Yuri Pelz Gossmann
Yuri Pelz Gossmann

Reputation: 51

Correct encoding for unicodePwd in Active Directory

Putting it shortly, what is the right character encoding for the unicodePwd attribute in Active Directory? UCS-2? UTF-16? Is there any reason to choose UTF-16 over UCS-2?

Now, explaining a bit:

I was having trouble setting the unicodePwd attribute in Active Directory using PHP's ldap_mod_replace(), until I (sort of) found out the right format for it, which is enclosed in double quotes and encoded in UCS-2/UTF-16 Little Endian (and also base64 encoded, in the case of putting it in a LDIF file).

While the underlying problem was solved, I could not get my head around the fact I kept seeing both encodings being mentioned as correct around the internet.

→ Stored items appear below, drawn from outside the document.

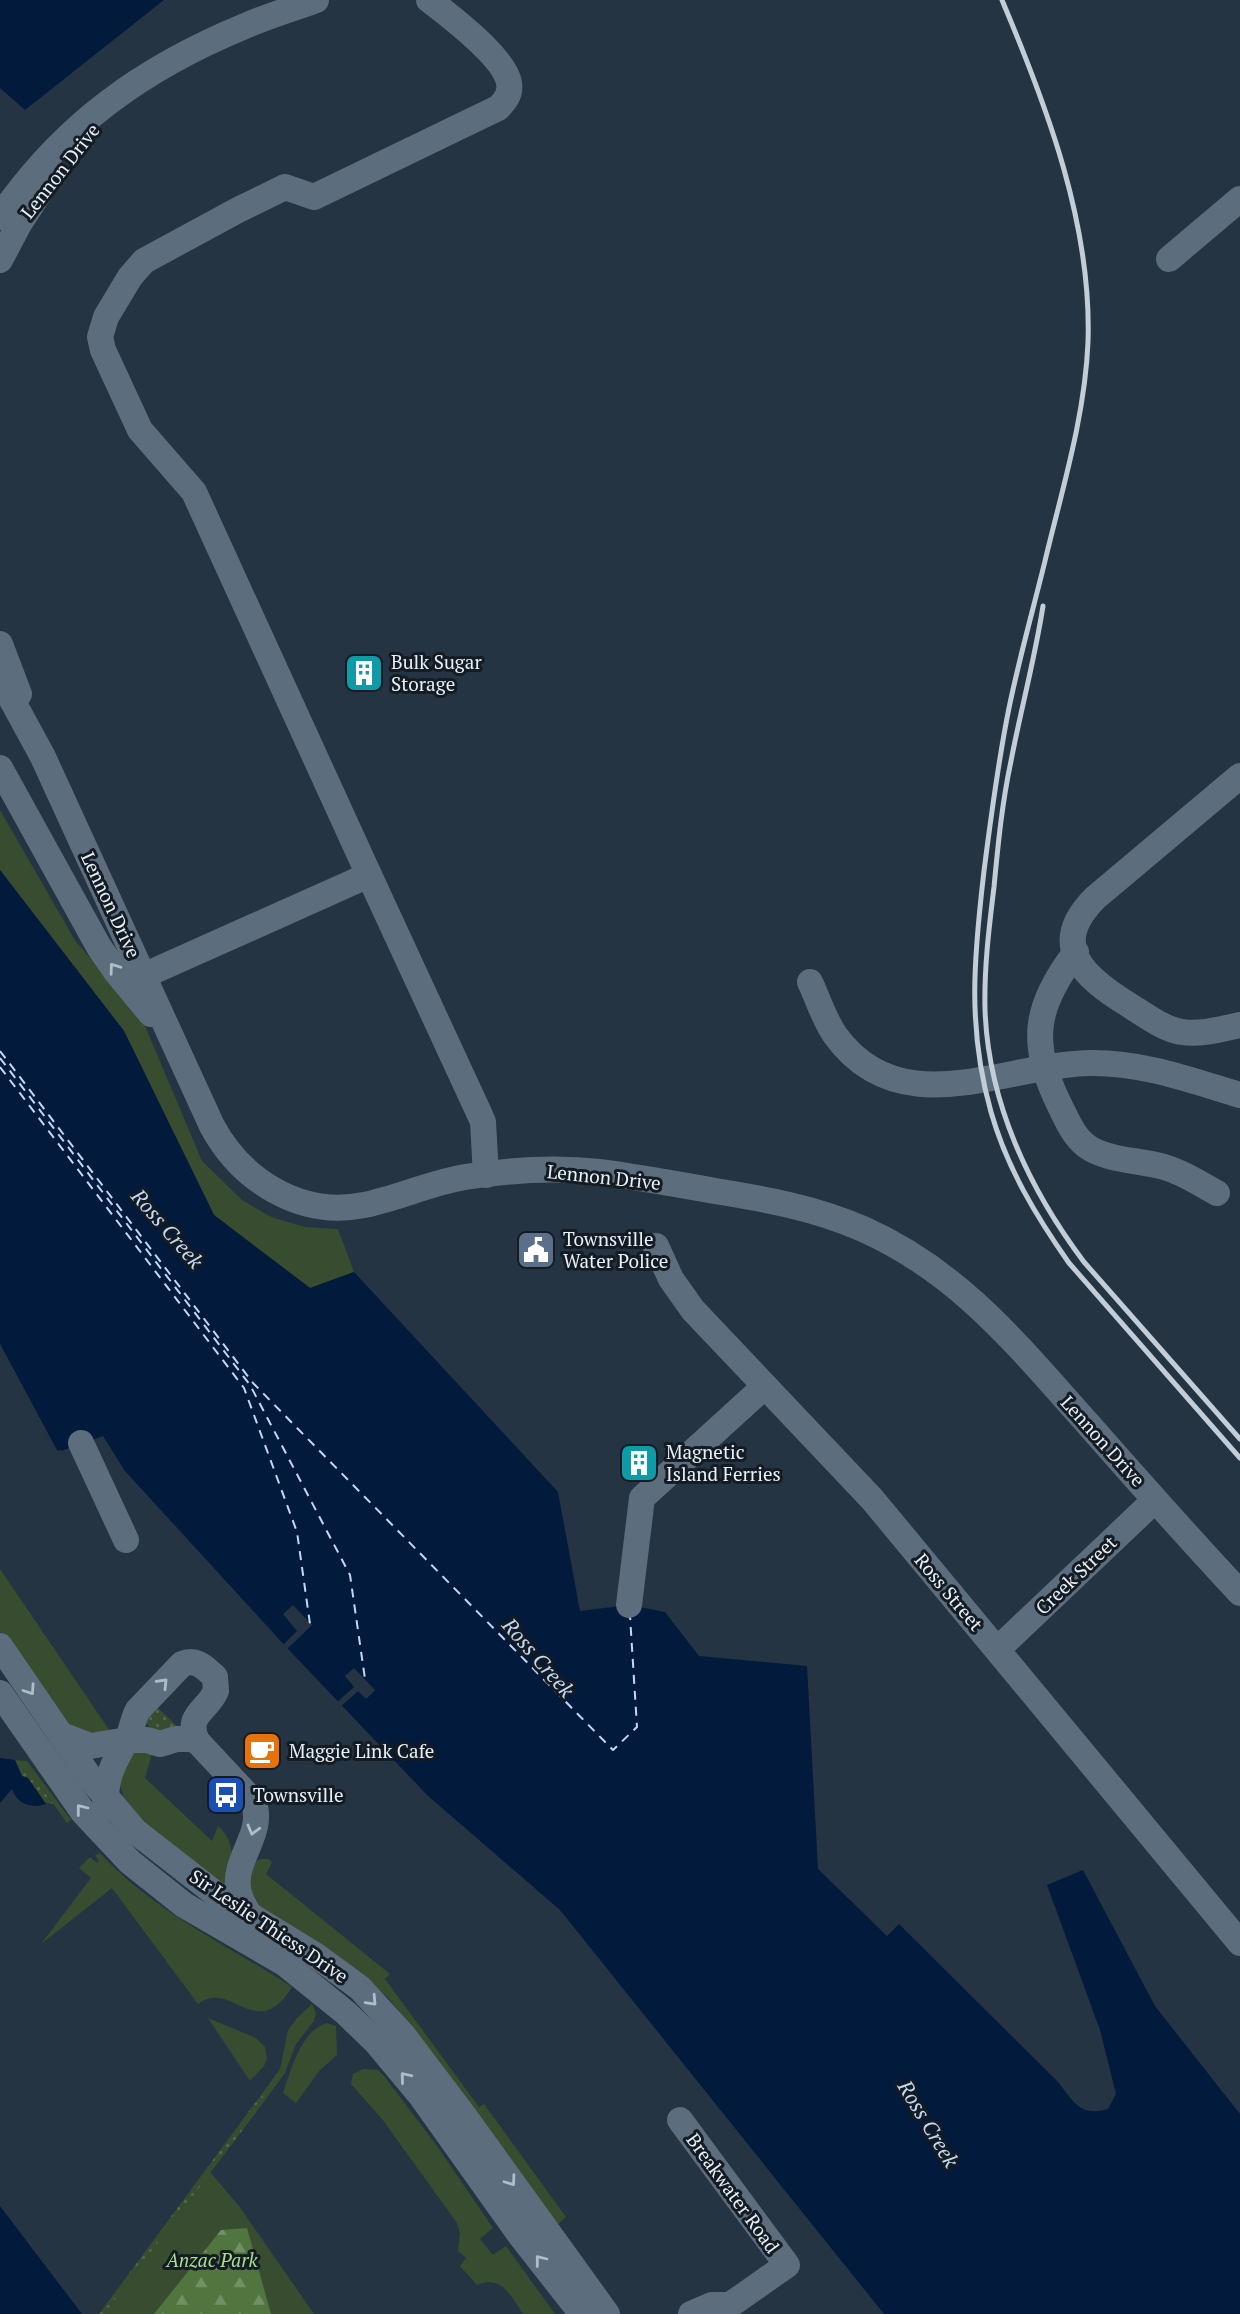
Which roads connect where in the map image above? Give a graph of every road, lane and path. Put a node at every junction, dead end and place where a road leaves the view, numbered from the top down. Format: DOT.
graph roads {
  1 [pos="316,0"];
  2 [pos="429,0"];
  3 [pos="274,7"];
  4 [pos="164,64"];
  5 [pos="1240,199"];
  6 [pos="0,217"];
  7 [pos="1169,258"];
  8 [pos="0,261"];
  9 [pos="0,644"];
  10 [pos="0,678"];
  11 [pos="43,757"];
  12 [pos="0,768"];
  13 [pos="1240,776"];
  14 [pos="369,874"];
  15 [pos="1076,952"];
  16 [pos="143,976"];
  17 [pos="810,982"];
  18 [pos="1240,1026"];
  19 [pos="172,1040"];
  20 [pos="1240,1095"];
  21 [pos="486,1175"];
  22 [pos="1217,1193"];
  23 [pos="656,1246"];
  24 [pos="765,1386"];
  25 [pos="81,1443"];
  26 [pos="1155,1500"];
  27 [pos="126,1540"];
  28 [pos="1240,1593"];
  29 [pos="629,1605"];
  30 [pos="0,1646"];
  31 [pos="998,1650"];
  32 [pos="0,1693"];
  33 [pos="61,1735"];
  34 [pos="128,1740"];
  35 [pos="197,1741"];
  36 [pos="106,1797"];
  37 [pos="249,1914"];
  38 [pos="1240,1943"];
  39 [pos="284,1963"];
  40 [pos="680,2120"];
  41 [pos="729,2310"];
  42 [pos="582,2314"];
  43 [pos="607,2314"];
  44 [pos="691,2314"];
  1 -- 3 [label="street, Lennon Drive"];
  2 -- 14 [label="street"];
  3 -- 4 [label="street, Lennon Drive"];
  4 -- 6 [label="street, Lennon Drive"];
  4 -- 8 [label="street, Lennon Drive"];
  5 -- 7 [label="street"];
  9 -- 11 [label="street, Lennon Drive"];
  10 -- 11 [label="street, Lennon Drive"];
  11 -- 16 [label="street, Lennon Drive"];
  19 -- 12 [label="street, one-way"];
  13 -- 15 [label="street"];
  14 -- 16 [label="street"];
  14 -- 21 [label="street"];
  15 -- 18 [label="street"];
  15 -- 22 [label="street"];
  16 -- 19 [label="street, Lennon Drive"];
  17 -- 20 [label="street"];
  19 -- 21 [label="street, Lennon Drive"];
  21 -- 26 [label="street, Lennon Drive"];
  23 -- 24 [label="street, Ross Street"];
  24 -- 29 [label="street"];
  24 -- 31 [label="street, Ross Street"];
  25 -- 27 [label="street"];
  26 -- 28 [label="street, Lennon Drive"];
  26 -- 31 [label="street, Creek Street"];
  30 -- 33 [label="street, Sir Leslie Thiess Drive, one-way"];
  31 -- 38 [label="street, Ross Street"];
  39 -- 32 [label="street, Sir Leslie Thiess Drive, one-way"];
  33 -- 34 [label="street"];
  33 -- 36 [label="street, Sir Leslie Thiess Drive"];
  34 -- 35 [label="street"];
  34 -- 35 [label="street, one-way"];
  34 -- 36 [label="street"];
  35 -- 37 [label="street, one-way"];
  36 -- 37 [label="street, Sir Leslie Thiess Drive"];
  36 -- 39 [label="street"];
  37 -- 43 [label="street, Sir Leslie Thiess Drive, one-way"];
  42 -- 39 [label="street, Sir Leslie Thiess Drive, one-way"];
  40 -- 41 [label="street, Breakwater Road"];
  41 -- 44 [label="street"];
}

I am being very pedantic here, but is anyone able to point the right character encoding?

Upvotes: 2

Views: 3063

Answers (2)

Robert Rossmann
Robert Rossmann

Reputation: 12129

The correct character encoding is UTF-16LE. Additionally, the password must be enclosed in double quotation marks. I am not sure where the UCS-2 encoding was mentioned, never seen it personally.

Example

User's password: test
Quoted password: "test"
UTF-16LE representation:

0x22 "
0x00
0x74 t
0x00
0x65 e
0x00
0x73 s
0x00
0x74 t
0x00
0x22 "
0x00

Further details may be found on MSDN.

Upvotes: 1

Yuri Pelz Gossmann
Yuri Pelz Gossmann

Reputation: 51

tl;dr Use UTF-16LE instead of UCS-2LE

Answering my own question: All I had to do was try to set a password in UTF-16 containing a 4 bytes character, intended to see whether such character would be correctly recognized and accepted in a password when trying to logon.

In order to do so, I put in the middle of an ordinary password a rather strange (to me) japanese character, tried to set the password and looked at the reaction.

Turns out, it did accept the ldap_mod_replace() call with the awkward password. Not only that, it accepted when I tried to logon using the password I had just set with the japanese character in the middle.

In conclusion, (if I am not mistaken) this goes to show that Active Directory's unicodePwd attribute not only accepts UTF-16 characters otherwise not present in UCS-2, it also behaves as it should when a password contains a 4 bytes in length character.